_PROBLEM_
How many lines in the listing include the string "that"? Reply with the number alone.

_DATA LISTING_

● ● ● ● ● ● ●

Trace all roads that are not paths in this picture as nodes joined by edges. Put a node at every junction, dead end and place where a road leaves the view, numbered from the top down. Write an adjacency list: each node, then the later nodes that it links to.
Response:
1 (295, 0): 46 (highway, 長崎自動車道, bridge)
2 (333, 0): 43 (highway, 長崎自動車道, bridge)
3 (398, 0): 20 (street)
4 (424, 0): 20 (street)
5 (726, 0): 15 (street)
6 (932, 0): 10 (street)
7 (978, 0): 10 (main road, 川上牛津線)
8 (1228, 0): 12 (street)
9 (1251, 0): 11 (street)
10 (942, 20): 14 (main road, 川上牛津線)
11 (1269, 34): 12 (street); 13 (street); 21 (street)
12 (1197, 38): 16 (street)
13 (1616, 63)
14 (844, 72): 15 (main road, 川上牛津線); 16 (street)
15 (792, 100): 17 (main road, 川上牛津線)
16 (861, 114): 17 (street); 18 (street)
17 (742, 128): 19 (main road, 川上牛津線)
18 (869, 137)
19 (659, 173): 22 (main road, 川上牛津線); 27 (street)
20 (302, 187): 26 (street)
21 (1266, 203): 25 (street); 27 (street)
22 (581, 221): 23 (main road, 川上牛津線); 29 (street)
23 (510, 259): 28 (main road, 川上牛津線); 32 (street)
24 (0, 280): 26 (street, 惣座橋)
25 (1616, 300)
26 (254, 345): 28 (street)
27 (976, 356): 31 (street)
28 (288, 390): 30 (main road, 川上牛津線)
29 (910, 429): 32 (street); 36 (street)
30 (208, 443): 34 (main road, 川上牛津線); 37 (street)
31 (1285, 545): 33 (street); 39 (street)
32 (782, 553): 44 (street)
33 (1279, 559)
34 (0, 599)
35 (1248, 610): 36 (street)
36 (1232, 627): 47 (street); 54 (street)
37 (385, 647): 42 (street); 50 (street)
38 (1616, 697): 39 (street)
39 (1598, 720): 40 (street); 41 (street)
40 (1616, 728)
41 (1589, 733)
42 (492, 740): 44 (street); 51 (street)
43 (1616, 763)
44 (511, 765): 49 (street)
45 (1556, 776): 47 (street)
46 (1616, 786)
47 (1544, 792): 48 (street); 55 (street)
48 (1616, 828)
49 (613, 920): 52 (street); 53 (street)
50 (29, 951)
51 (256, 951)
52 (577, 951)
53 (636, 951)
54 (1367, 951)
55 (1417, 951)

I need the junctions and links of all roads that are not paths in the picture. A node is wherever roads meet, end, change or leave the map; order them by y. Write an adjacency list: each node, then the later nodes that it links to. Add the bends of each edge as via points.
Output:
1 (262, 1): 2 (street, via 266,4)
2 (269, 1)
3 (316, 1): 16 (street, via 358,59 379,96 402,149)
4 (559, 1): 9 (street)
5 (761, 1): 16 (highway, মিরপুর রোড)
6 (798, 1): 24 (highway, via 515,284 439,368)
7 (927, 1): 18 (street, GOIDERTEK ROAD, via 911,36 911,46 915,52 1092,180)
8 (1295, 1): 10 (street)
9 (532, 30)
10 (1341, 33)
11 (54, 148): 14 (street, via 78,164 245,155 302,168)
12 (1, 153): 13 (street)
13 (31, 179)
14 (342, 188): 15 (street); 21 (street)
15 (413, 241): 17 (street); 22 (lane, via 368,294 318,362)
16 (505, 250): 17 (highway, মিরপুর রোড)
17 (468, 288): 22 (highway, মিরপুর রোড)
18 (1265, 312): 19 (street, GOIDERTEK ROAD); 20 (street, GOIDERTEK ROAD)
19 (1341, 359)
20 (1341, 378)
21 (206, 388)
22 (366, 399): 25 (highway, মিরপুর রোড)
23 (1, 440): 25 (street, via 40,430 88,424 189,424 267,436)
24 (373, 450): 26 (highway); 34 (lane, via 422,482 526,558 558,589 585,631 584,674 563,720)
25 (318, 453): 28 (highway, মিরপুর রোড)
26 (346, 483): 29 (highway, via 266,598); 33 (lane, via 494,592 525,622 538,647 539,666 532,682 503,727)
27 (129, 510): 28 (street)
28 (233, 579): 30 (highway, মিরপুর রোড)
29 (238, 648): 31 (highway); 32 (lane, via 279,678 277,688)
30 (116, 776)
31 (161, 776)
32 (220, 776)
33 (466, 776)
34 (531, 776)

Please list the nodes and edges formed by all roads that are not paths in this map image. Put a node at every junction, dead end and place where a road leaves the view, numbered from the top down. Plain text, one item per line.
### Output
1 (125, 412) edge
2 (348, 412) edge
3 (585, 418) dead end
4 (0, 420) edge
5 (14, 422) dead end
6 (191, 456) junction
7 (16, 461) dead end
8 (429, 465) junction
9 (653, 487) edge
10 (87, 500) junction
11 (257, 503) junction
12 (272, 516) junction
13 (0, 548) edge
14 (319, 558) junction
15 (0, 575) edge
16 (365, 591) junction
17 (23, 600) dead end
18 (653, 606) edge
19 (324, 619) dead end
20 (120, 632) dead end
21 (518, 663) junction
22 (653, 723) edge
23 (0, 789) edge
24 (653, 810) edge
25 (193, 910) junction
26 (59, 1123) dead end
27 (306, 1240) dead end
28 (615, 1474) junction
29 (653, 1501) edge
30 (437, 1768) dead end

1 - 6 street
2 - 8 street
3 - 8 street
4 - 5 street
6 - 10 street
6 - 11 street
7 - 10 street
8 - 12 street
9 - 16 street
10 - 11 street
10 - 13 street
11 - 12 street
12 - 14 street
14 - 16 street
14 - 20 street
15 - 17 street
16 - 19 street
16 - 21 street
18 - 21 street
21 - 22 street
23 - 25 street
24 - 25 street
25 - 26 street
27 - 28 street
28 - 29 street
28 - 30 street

● ● ● ● ● ● ●

_THE COMPLETED TASK_
3